The Revolving Credit Agreement provides for a $2.0 billion unsecured revolving credit facility that matures on the fifth anniversary of the date of such agreement. Borrowings under the facility are available to the Company and Designated Borrowers in U.S. Dollars and Euros and available to the Canadian Borrower in Canadian Dollars. The Company guarantees all obligations of the Canadian Borrower and Designated Borrowers under the Revolving Credit Agreement. Borrowings under the Revolving Credit Agreement will bear interest, at the Company’s option, at either a base rate or a LIBOR rate (in the case of U.S. Dollar-denominated loans), at the CDOR rate (in the case of Canadian Dollar-denominated loans), or at a EURIBOR rate (in the case of Euro-denominated loans), in each case plus an applicable margin. The applicable margins on base rate loans range from 0.00% to 0.425% and the applicable margins on LIBOR, CDOR, and EURIBOR loans range from 0.785% to 1.425%, in each case based on the Company’s long-term unsecured senior debt rating.
Under the terms of the Revolving Credit Agreement, the Company must maintain, as of the last day of each fiscal quarter commencing with the first fiscal quarter ending after the date of the Revolving Credit Agreement, a ratio of EBITDA to interest expense of at least 3.75 to 1.00. Such test is subject to certain exceptions and qualifications set forth in the Revolving Credit Agreement.
The Revolving Credit Agreement contains customary representations and warranties and customary affirmative and negative covenants. The Revolving Credit Agreement also contains certain customary events of default. Subject to certain funds provisions, if an Event of Default (as defined in the Revolving Credit Agreement) has occurred and is continuing, the Revolving Agent may declare that outstanding loans and any accrued interest and fees are due and payable by the applicable borrower.

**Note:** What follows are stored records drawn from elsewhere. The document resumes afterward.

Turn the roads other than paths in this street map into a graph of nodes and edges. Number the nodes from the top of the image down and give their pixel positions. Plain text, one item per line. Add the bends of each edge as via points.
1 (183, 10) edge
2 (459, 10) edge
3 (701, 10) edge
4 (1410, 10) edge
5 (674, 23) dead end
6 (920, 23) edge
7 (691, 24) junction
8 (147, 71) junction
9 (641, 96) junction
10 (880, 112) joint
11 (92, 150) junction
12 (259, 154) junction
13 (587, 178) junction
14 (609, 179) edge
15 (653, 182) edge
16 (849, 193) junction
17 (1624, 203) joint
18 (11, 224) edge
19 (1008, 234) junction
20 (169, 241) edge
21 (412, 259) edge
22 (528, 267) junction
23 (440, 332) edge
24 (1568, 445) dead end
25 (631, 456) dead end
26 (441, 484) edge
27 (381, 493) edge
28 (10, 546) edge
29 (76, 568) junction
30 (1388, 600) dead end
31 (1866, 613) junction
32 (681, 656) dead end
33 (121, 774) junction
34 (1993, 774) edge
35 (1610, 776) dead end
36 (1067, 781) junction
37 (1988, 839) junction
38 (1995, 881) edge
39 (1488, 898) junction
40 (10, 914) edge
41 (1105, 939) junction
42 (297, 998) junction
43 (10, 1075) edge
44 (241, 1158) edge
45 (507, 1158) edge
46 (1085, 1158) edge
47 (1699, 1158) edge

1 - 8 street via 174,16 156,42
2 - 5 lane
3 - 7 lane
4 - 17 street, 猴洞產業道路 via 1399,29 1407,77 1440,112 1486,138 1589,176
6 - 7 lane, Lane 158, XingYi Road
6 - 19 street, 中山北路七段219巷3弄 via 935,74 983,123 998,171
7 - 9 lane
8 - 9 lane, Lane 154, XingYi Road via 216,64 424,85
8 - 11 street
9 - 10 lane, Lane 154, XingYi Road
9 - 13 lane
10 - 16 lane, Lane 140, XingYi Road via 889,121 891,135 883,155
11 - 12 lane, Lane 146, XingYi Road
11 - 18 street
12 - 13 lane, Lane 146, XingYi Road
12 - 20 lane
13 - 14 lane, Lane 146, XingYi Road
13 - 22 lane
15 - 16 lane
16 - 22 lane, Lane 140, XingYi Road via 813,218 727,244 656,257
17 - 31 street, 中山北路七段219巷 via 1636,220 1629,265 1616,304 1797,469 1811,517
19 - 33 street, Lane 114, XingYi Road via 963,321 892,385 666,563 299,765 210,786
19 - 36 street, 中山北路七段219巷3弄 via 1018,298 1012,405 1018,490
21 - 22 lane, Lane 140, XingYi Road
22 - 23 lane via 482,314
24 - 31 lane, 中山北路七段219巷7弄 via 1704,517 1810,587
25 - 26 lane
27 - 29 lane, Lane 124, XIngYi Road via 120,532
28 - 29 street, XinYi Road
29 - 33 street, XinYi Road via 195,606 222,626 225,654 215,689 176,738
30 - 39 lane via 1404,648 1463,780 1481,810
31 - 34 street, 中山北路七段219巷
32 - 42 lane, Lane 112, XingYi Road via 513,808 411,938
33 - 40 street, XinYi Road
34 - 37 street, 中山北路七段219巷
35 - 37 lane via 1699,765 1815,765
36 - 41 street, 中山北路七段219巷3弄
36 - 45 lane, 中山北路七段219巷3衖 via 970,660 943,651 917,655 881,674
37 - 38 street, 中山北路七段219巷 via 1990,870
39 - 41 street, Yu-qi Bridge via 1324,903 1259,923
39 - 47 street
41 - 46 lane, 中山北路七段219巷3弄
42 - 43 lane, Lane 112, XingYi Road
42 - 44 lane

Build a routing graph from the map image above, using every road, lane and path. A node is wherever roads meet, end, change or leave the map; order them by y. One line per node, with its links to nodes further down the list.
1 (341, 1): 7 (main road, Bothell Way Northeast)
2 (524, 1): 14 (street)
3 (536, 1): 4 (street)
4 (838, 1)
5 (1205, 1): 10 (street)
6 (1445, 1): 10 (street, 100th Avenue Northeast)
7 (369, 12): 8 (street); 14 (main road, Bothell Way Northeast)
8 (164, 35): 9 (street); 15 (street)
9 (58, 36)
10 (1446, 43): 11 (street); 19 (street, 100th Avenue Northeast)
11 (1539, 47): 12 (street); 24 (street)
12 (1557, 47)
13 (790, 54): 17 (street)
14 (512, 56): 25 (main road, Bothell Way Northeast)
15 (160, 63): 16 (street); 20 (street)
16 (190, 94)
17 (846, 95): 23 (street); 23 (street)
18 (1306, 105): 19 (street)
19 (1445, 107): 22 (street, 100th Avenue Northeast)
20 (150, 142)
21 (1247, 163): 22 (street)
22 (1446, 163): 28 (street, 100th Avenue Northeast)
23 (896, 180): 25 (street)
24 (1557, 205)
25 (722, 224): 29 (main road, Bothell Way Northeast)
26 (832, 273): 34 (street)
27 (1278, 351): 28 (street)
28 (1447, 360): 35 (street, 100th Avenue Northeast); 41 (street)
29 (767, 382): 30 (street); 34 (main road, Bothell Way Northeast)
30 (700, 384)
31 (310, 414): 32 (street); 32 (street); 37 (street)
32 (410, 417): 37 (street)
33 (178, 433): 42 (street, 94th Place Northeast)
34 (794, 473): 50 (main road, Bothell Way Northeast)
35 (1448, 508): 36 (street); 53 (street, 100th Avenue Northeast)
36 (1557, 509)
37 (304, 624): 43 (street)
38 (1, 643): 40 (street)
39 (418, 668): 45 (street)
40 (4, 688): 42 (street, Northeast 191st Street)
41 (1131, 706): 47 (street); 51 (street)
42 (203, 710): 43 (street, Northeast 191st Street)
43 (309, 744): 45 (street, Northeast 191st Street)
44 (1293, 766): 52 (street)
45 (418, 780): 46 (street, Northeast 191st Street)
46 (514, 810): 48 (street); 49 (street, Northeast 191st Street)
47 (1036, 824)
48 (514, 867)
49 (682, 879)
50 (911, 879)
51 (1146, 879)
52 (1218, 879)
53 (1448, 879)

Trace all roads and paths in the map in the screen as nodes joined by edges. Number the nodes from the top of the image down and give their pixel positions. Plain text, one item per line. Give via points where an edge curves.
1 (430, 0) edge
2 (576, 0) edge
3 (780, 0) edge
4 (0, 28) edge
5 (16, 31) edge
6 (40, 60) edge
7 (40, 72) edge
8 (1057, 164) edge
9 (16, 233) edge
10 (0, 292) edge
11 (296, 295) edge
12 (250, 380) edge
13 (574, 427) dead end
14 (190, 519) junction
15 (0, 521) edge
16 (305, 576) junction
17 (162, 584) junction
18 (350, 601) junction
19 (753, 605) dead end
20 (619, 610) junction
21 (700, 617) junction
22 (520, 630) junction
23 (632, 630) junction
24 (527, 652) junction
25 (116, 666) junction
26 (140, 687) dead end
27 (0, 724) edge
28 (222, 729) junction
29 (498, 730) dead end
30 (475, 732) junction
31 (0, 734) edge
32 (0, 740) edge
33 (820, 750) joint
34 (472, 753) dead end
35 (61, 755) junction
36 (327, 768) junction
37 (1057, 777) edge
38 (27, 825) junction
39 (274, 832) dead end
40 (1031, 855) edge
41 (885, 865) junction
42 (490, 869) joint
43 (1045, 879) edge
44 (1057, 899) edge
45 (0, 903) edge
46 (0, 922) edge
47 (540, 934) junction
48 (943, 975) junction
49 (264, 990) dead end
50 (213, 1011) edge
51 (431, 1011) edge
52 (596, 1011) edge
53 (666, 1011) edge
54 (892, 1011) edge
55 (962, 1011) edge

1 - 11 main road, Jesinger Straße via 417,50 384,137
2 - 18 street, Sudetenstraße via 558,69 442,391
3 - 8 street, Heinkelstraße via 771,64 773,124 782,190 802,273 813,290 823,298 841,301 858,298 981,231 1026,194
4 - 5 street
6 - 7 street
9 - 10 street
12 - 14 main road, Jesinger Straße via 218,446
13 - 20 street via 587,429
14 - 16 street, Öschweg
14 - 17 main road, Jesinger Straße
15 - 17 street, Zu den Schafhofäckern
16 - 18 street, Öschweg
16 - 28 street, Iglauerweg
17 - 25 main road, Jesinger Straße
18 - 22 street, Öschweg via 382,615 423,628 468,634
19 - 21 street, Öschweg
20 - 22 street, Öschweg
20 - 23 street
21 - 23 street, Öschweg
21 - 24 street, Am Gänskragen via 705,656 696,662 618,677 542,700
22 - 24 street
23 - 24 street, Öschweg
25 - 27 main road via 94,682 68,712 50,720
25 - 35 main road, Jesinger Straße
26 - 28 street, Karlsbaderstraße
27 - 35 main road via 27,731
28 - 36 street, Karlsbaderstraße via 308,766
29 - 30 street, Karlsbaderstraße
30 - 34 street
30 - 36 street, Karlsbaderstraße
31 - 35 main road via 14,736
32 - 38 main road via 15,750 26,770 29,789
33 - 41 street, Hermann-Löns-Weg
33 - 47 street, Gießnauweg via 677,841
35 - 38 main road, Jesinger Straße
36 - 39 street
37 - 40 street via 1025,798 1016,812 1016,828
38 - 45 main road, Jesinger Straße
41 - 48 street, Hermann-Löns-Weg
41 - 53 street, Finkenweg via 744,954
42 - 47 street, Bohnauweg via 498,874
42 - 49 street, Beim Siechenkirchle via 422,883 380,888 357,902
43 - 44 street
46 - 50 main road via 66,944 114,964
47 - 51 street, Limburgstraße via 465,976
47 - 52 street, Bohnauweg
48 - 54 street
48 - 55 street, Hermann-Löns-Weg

Several of the lenders under the Revolving Credit Agreement and their affiliates have various relationships with the Company and its subsidiaries involving the provision of financial services, including investment banking, commercial banking, advisory, cash management, custody, and trust services for which they receive customary fees and may do so in the future.
A copy of the Revolving Credit Agreement is included herein as Exhibit 10.1 and is incorporated herein by reference. The foregoing description of the Revolving Credit Agreement is qualified in its entirety by reference to the full text of the Revolving Credit Agreement.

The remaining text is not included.